Records drawn from a dataset:
···

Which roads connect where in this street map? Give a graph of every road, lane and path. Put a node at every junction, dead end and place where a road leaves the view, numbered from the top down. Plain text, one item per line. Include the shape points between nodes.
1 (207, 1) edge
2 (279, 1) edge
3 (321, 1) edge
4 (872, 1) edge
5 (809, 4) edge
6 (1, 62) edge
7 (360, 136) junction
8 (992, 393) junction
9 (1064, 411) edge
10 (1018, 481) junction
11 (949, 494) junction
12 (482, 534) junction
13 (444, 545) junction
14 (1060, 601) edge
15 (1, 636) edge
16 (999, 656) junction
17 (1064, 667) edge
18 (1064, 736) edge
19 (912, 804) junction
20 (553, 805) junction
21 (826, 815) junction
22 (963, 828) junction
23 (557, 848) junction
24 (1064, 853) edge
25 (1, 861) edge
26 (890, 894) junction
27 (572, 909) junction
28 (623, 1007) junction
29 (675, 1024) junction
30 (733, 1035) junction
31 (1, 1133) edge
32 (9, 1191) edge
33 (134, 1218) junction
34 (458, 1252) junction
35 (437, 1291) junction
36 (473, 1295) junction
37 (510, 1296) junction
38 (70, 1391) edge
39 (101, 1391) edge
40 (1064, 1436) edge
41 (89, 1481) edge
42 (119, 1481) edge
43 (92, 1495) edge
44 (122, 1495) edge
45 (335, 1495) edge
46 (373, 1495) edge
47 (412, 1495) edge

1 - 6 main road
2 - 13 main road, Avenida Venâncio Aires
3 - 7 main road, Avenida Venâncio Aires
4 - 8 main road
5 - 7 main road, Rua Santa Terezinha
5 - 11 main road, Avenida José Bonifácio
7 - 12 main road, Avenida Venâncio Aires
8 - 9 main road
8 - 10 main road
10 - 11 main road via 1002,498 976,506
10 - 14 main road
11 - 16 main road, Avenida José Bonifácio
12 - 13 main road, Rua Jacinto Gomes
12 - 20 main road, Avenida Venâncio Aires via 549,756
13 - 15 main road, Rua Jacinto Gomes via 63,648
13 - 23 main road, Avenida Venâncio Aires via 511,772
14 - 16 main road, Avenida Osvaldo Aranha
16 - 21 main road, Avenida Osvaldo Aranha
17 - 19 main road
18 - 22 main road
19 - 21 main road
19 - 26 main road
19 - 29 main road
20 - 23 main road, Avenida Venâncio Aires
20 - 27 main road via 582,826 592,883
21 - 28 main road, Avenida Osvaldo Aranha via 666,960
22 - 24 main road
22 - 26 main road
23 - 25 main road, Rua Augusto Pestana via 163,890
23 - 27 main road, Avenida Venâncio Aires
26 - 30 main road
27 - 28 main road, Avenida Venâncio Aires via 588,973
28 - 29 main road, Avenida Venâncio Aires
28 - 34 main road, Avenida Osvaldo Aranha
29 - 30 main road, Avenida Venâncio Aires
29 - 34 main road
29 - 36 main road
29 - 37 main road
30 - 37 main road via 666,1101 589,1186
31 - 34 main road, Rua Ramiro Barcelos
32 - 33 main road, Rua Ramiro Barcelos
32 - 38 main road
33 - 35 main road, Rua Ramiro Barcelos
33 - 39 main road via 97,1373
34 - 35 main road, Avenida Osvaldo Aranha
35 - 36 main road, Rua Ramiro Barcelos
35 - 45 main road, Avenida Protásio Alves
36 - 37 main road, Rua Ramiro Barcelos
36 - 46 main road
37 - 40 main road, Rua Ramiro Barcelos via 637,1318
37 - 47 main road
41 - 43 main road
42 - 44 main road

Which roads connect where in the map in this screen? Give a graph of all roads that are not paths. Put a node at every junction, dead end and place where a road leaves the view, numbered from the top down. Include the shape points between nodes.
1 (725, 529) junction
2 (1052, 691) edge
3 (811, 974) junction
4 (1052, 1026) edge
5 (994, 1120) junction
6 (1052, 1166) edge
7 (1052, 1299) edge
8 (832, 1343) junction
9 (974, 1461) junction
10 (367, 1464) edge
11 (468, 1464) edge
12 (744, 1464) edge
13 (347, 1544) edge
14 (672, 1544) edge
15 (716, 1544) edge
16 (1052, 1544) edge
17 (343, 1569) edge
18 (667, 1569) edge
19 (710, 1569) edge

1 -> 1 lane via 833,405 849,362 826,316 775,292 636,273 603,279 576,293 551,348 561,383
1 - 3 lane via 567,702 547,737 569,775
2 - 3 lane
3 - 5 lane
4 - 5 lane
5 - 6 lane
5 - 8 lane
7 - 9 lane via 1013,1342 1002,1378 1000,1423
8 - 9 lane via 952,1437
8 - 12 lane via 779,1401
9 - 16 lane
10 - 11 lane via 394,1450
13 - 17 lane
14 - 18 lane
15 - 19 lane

···

TASK TO COMPLETE »
Extract all of the data exactly as written.

SOLVED PROBLEM »
Which roads connect where in this street map? Give a graph of every road, lane and path. Put a node at every junction, dead end and place where a road leaves the view, numbered from the top down. Plain text, one item per line. Include the shape points between nodes.
1 (207, 1) edge
2 (279, 1) edge
3 (321, 1) edge
4 (872, 1) edge
5 (809, 4) edge
6 (1, 62) edge
7 (360, 136) junction
8 (992, 393) junction
9 (1064, 411) edge
10 (1018, 481) junction
11 (949, 494) junction
12 (482, 534) junction
13 (444, 545) junction
14 (1060, 601) edge
15 (1, 636) edge
16 (999, 656) junction
17 (1064, 667) edge
18 (1064, 736) edge
19 (912, 804) junction
20 (553, 805) junction
21 (826, 815) junction
22 (963, 828) junction
23 (557, 848) junction
24 (1064, 853) edge
25 (1, 861) edge
26 (890, 894) junction
27 (572, 909) junction
28 (623, 1007) junction
29 (675, 1024) junction
30 (733, 1035) junction
31 (1, 1133) edge
32 (9, 1191) edge
33 (134, 1218) junction
34 (458, 1252) junction
35 (437, 1291) junction
36 (473, 1295) junction
37 (510, 1296) junction
38 (70, 1391) edge
39 (101, 1391) edge
40 (1064, 1436) edge
41 (89, 1481) edge
42 (119, 1481) edge
43 (92, 1495) edge
44 (122, 1495) edge
45 (335, 1495) edge
46 (373, 1495) edge
47 (412, 1495) edge

1 - 6 main road
2 - 13 main road, Avenida Venâncio Aires
3 - 7 main road, Avenida Venâncio Aires
4 - 8 main road
5 - 7 main road, Rua Santa Terezinha
5 - 11 main road, Avenida José Bonifácio
7 - 12 main road, Avenida Venâncio Aires
8 - 9 main road
8 - 10 main road
10 - 11 main road via 1002,498 976,506
10 - 14 main road
11 - 16 main road, Avenida José Bonifácio
12 - 13 main road, Rua Jacinto Gomes
12 - 20 main road, Avenida Venâncio Aires via 549,756
13 - 15 main road, Rua Jacinto Gomes via 63,648
13 - 23 main road, Avenida Venâncio Aires via 511,772
14 - 16 main road, Avenida Osvaldo Aranha
16 - 21 main road, Avenida Osvaldo Aranha
17 - 19 main road
18 - 22 main road
19 - 21 main road
19 - 26 main road
19 - 29 main road
20 - 23 main road, Avenida Venâncio Aires
20 - 27 main road via 582,826 592,883
21 - 28 main road, Avenida Osvaldo Aranha via 666,960
22 - 24 main road
22 - 26 main road
23 - 25 main road, Rua Augusto Pestana via 163,890
23 - 27 main road, Avenida Venâncio Aires
26 - 30 main road
27 - 28 main road, Avenida Venâncio Aires via 588,973
28 - 29 main road, Avenida Venâncio Aires
28 - 34 main road, Avenida Osvaldo Aranha
29 - 30 main road, Avenida Venâncio Aires
29 - 34 main road
29 - 36 main road
29 - 37 main road
30 - 37 main road via 666,1101 589,1186
31 - 34 main road, Rua Ramiro Barcelos
32 - 33 main road, Rua Ramiro Barcelos
32 - 38 main road
33 - 35 main road, Rua Ramiro Barcelos
33 - 39 main road via 97,1373
34 - 35 main road, Avenida Osvaldo Aranha
35 - 36 main road, Rua Ramiro Barcelos
35 - 45 main road, Avenida Protásio Alves
36 - 37 main road, Rua Ramiro Barcelos
36 - 46 main road
37 - 40 main road, Rua Ramiro Barcelos via 637,1318
37 - 47 main road
41 - 43 main road
42 - 44 main road

Which roads connect where in the map in this screen? Give a graph of all roads that are not paths. Put a node at every junction, dead end and place where a road leaves the view, numbered from the top down. Include the shape points between nodes.
1 (725, 529) junction
2 (1052, 691) edge
3 (811, 974) junction
4 (1052, 1026) edge
5 (994, 1120) junction
6 (1052, 1166) edge
7 (1052, 1299) edge
8 (832, 1343) junction
9 (974, 1461) junction
10 (367, 1464) edge
11 (468, 1464) edge
12 (744, 1464) edge
13 (347, 1544) edge
14 (672, 1544) edge
15 (716, 1544) edge
16 (1052, 1544) edge
17 (343, 1569) edge
18 (667, 1569) edge
19 (710, 1569) edge

1 -> 1 lane via 833,405 849,362 826,316 775,292 636,273 603,279 576,293 551,348 561,383
1 - 3 lane via 567,702 547,737 569,775
2 - 3 lane
3 - 5 lane
4 - 5 lane
5 - 6 lane
5 - 8 lane
7 - 9 lane via 1013,1342 1002,1378 1000,1423
8 - 9 lane via 952,1437
8 - 12 lane via 779,1401
9 - 16 lane
10 - 11 lane via 394,1450
13 - 17 lane
14 - 18 lane
15 - 19 lane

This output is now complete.